Lazy eyes listen
The Russian ruble’s recent decline has placed it among the three worst performing emerging-market currencies, along with the Turkish lira and the Argentine peso, according to Bloomberg, citing trading data.
Since early June, when one dollar was worth roughly 80-81 rubles, the Russian currency has been losing ground against the US dollar. Earlier this week, the ruble fell to a fresh 16-month low of 98 rubles per dollar, its lowest level since late March 2022, the first month after Russia’s military action in Ukraine began. Overall, the ruble has lost nearly 24% of its value against the US dollar this year.
The Russian central bank indicated last week that the ruble’s weakness was attributable to a changing foreign trade balance and low quantities of foreign exchange revenue sales by exporters. While imports have increased, Western sanctions have resulted in a decrease in exports, which are a vital source of foreign currency for the government.

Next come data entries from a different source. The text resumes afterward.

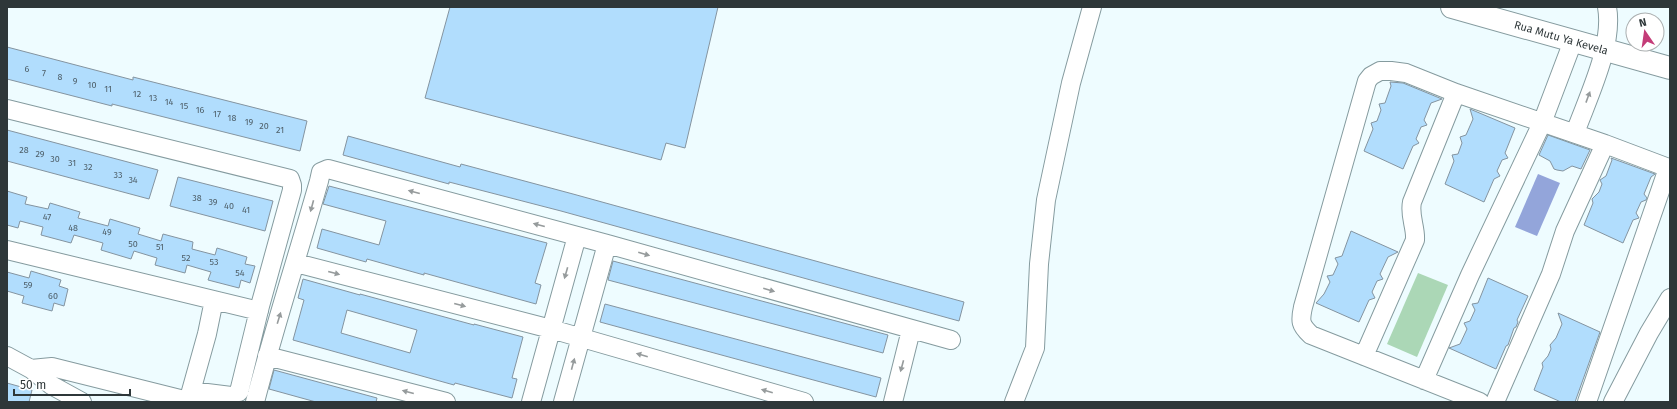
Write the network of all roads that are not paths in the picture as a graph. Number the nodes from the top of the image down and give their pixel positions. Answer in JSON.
{"nodes":[{"id":1,"x":1092,"y":7,"type":"edge"},
{"id":2,"x":1452,"y":7,"type":"edge"},
{"id":3,"x":1607,"y":7,"type":"edge"},
{"id":4,"x":1573,"y":41,"type":"junction"},
{"id":5,"x":1605,"y":50,"type":"junction"},
{"id":6,"x":1670,"y":68,"type":"edge"},
{"id":7,"x":1456,"y":93,"type":"junction"},
{"id":8,"x":7,"y":109,"type":"edge"},
{"id":9,"x":1542,"y":123,"type":"junction"},
{"id":10,"x":1575,"y":133,"type":"junction"},
{"id":11,"x":1605,"y":144,"type":"junction"},
{"id":12,"x":577,"y":236,"type":"junction"},
{"id":13,"x":607,"y":244,"type":"junction"},
{"id":14,"x":7,"y":250,"type":"edge"},
{"id":15,"x":296,"y":263,"type":"junction"},
{"id":16,"x":1670,"y":298,"type":"edge"},
{"id":17,"x":214,"y":300,"type":"junction"},
{"id":18,"x":259,"y":312,"type":"junction"},
{"id":19,"x":551,"y":329,"type":"junction"},
{"id":20,"x":911,"y":330,"type":"junction"},
{"id":21,"x":580,"y":338,"type":"junction"},
{"id":22,"x":951,"y":340,"type":"dead end"},
{"id":23,"x":7,"y":356,"type":"edge"},
{"id":24,"x":267,"y":356,"type":"junction"},
{"id":25,"x":1364,"y":356,"type":"junction"},
{"id":26,"x":31,"y":368,"type":"junction"},
{"id":27,"x":1424,"y":380,"type":"junction"},
{"id":28,"x":189,"y":398,"type":"edge"},
{"id":29,"x":241,"y":399,"type":"edge"},
{"id":30,"x":82,"y":402,"type":"edge"},
{"id":31,"x":446,"y":402,"type":"edge"},
{"id":32,"x":531,"y":402,"type":"edge"},
{"id":33,"x":563,"y":402,"type":"edge"},
{"id":34,"x":804,"y":402,"type":"edge"},
{"id":35,"x":893,"y":402,"type":"edge"},
{"id":36,"x":1014,"y":402,"type":"edge"},
{"id":37,"x":1480,"y":402,"type":"edge"},
{"id":38,"x":1495,"y":402,"type":"edge"},
{"id":39,"x":1587,"y":402,"type":"edge"},
{"id":40,"x":1614,"y":402,"type":"edge"}],
"edges":[{"from":1,"to":36,"type":"street"},
{"from":2,"to":4,"type":"main road","name":"Rua Mutu Ya Kevela"},
{"from":3,"to":5,"type":"street"},
{"from":4,"to":5,"type":"main road","name":"Rua Mutu Ya Kevela"},
{"from":4,"to":9,"type":"street"},
{"from":5,"to":6,"type":"main road","name":"Rua Mutu Ya Kevela"},
{"from":10,"to":5,"type":"street","one_way":true},
{"from":7,"to":9,"type":"street"},
{"from":7,"to":25,"type":"street"},
{"from":7,"to":25,"type":"street"},
{"from":8,"to":18,"type":"street"},
{"from":9,"to":10,"type":"street"},
{"from":9,"to":27,"type":"street"},
{"from":10,"to":11,"type":"street"},
{"from":11,"to":38,"type":"street"},
{"from":11,"to":39,"type":"street"},
{"from":12,"to":13,"type":"street"},
{"from":12,"to":15,"type":"street","one_way":true},
{"from":12,"to":19,"type":"street","one_way":true},
{"from":13,"to":20,"type":"street","one_way":true},
{"from":13,"to":21,"type":"street"},
{"from":14,"to":17,"type":"street"},
{"from":15,"to":19,"type":"street","one_way":true},
{"from":24,"to":15,"type":"street","one_way":true},
{"from":16,"to":40,"type":"street"},
{"from":17,"to":18,"type":"street"},
{"from":17,"to":28,"type":"street"},
{"from":18,"to":29,"type":"street"},
{"from":19,"to":21,"type":"street"},
{"from":19,"to":32,"type":"street"},
{"from":20,"to":22,"type":"street"},
{"from":20,"to":35,"type":"street","one_way":true},
{"from":33,"to":21,"type":"street","one_way":true},
{"from":34,"to":21,"type":"street","one_way":true},
{"from":23,"to":26,"type":"street"},
{"from":24,"to":29,"type":"street"},
{"from":31,"to":24,"type":"street","one_way":true},
{"from":25,"to":27,"type":"street"},
{"from":26,"to":28,"type":"street"},
{"from":26,"to":30,"type":"street"},
{"from":27,"to":37,"type":"street"},
{"from":28,"to":29,"type":"street"}]}
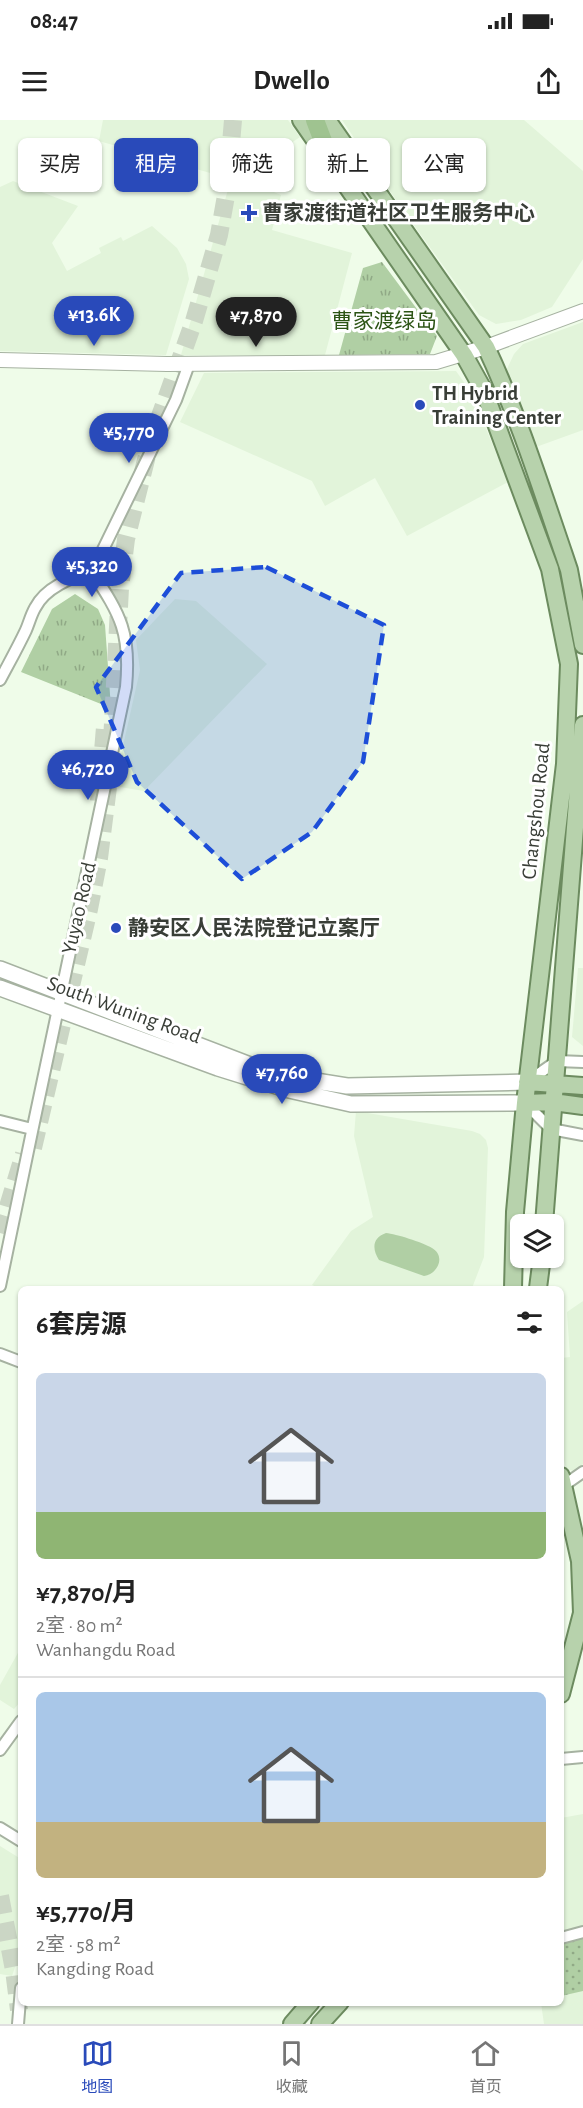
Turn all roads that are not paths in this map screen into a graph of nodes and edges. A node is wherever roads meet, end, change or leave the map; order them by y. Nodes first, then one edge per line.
1 (301, 120) edge
2 (315, 120) edge
3 (327, 120) edge
4 (313, 138) edge
5 (322, 138) edge
6 (351, 192) edge
7 (583, 311) edge
8 (486, 347) junction
9 (464, 355) junction
10 (0, 360) edge
11 (189, 364) junction
12 (92, 572) junction
13 (583, 645) edge
14 (0, 680) edge
15 (583, 725) edge
16 (0, 969) edge
17 (0, 988) edge
18 (60, 991) junction
19 (56, 1010) junction
20 (557, 1061) junction
21 (583, 1062) edge
22 (527, 1082) junction
23 (555, 1083) junction
24 (583, 1086) edge
25 (553, 1102) junction
26 (525, 1103) junction
27 (583, 1106) edge
28 (0, 1121) edge
29 (32, 1129) junction
30 (551, 1129) junction
31 (583, 1135) edge
32 (545, 1214) edge
33 (541, 1268) edge
34 (0, 1286) edge
35 (513, 1286) edge
36 (538, 1286) edge
37 (0, 1354) edge
38 (18, 1361) edge
39 (583, 1472) edge
40 (564, 1480) edge
41 (564, 1490) edge
42 (564, 1682) edge
43 (18, 1725) edge
44 (0, 1750) edge
45 (583, 1757) edge
46 (564, 1759) edge
47 (0, 1828) edge
48 (18, 1839) edge
49 (583, 1932) edge
50 (564, 1937) edge
51 (20, 2006) tunnel mouth
52 (308, 2006) edge
53 (336, 2006) edge
54 (18, 2024) edge
55 (292, 2024) edge
56 (320, 2024) edge

1 - 4 main road, Changshou Road
2 - 5 highway
3 - 8 main road
6 - 9 main road, Changshou Road
7 - 8 street
8 - 9 street
8 - 13 main road
9 - 11 street
9 - 22 main road, Changshou Road
10 - 11 street
11 - 12 street
12 - 14 street
12 - 18 street, Yuyao Road
15 - 20 main road, Changshou Road
16 - 18 main road, South Wuning Road
17 - 19 main road, South Wuning Road
18 - 19 street, Yuyao Road
18 - 22 main road, South Wuning Road
19 - 26 main road, South Wuning Road
19 - 29 street, Yuyao Road
20 - 21 street
20 - 22 street
20 - 23 main road, Changshou Road
22 - 23 main road
22 - 26 main road, Changshou Road
23 - 24 main road
23 - 25 main road, Changshou Road
25 - 26 main road, South Wuning Road
25 - 27 main road, South Wuning Road
25 - 30 main road, Changshou Road
26 - 30 street
26 - 35 main road, Changshou Road
28 - 29 street
29 - 34 street, Yuyao Road
30 - 31 street
30 - 32 main road, Changshou Road
33 - 36 main road
37 - 38 street
39 - 40 street
41 - 42 main road
43 - 44 street
45 - 46 street
47 - 48 street
49 - 50 street
51 - 54 street
52 - 55 main road
53 - 56 main road

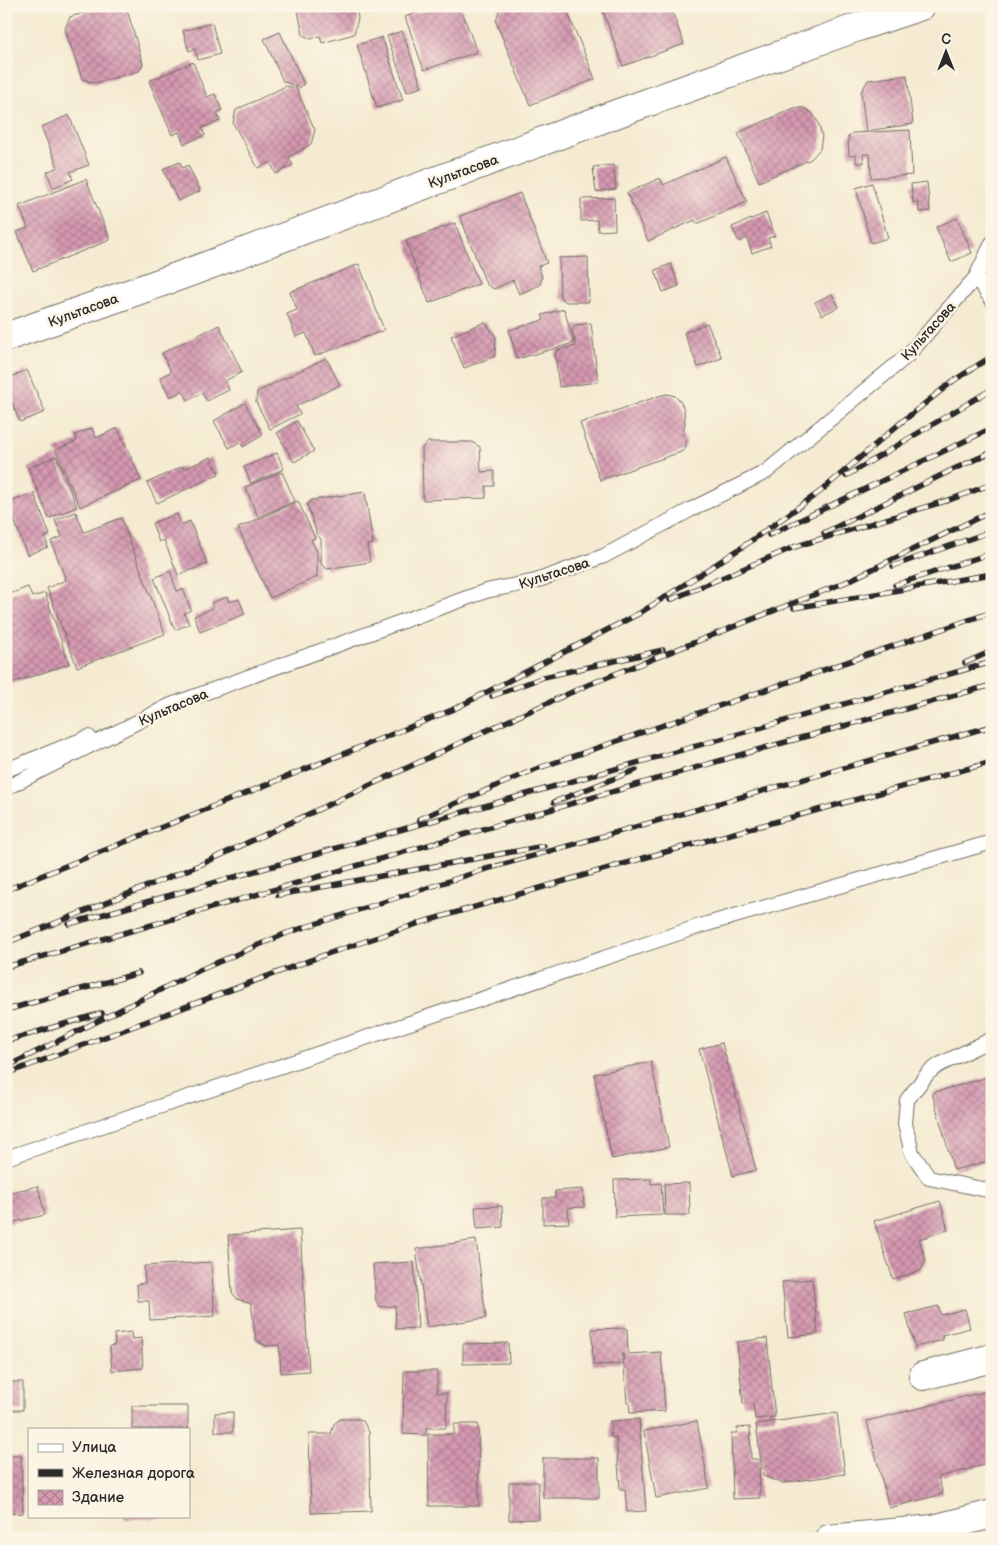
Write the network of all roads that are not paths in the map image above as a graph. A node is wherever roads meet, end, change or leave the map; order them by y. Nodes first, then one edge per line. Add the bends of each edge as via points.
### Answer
1 (921, 6) edge
2 (992, 243) edge
3 (976, 277) junction
4 (992, 300) edge
5 (6, 337) edge
6 (171, 705) junction
7 (6, 770) edge
8 (6, 788) edge
9 (992, 842) edge
10 (992, 1039) edge
11 (6, 1158) edge
12 (992, 1191) edge
13 (992, 1358) edge
14 (923, 1376) dead end
15 (992, 1514) edge
16 (829, 1539) edge

1 - 5 street, Культасова
2 - 3 lane, Культасова
3 - 4 lane
3 - 6 lane, Культасова via 908,355 766,472 604,556 536,581 486,591
6 - 7 lane
6 - 8 lane, Культасова
9 - 11 lane via 700,926
10 - 12 lane via 928,1073 907,1100 905,1124 912,1153 929,1178
13 - 14 street
15 - 16 street via 933,1529

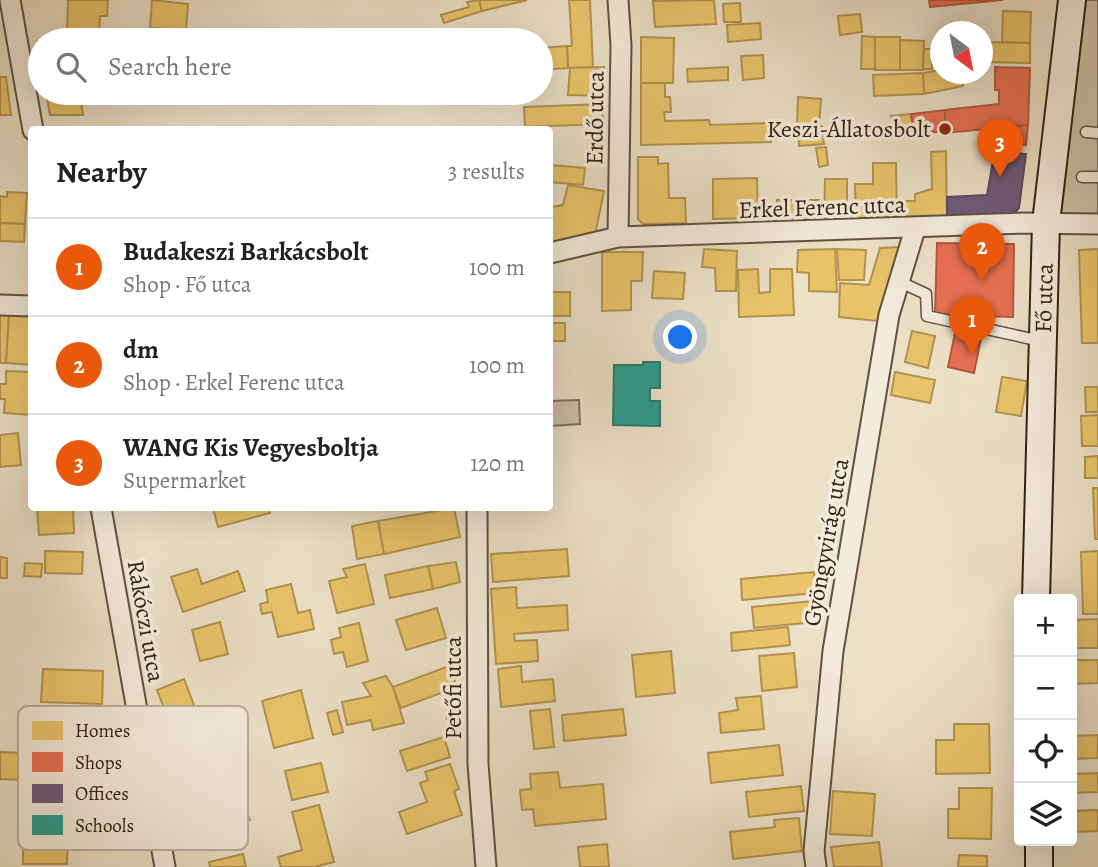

As a result of Russia’s efforts to shift commerce with foreign partners to rubles and other national currencies, the inflow of dollars and euros into Russia began to decline.
Russian exporters’ proceeds from foreign currency earnings sales have also been significantly lower this year than in 2022. For example, in July, they totaled $6.9 billion, compared to $16.8 billion in the same month previous year.
Meanwhile, Bloomberg analyst Alexander Isakov argued that the ruble’s fall “comes down to capital outflow.” He pointed out that rising government spending is increasing demand for imports at a time when exports are dropping, and that individuals are increasingly shifting money to foreign banks as ruble interest rates have failed to match inflation expectations.
Isakov, on the other hand, projected that the ruble would gain support in the short run if the central bank raised the key rate to 9.5% and the government cut back on spending.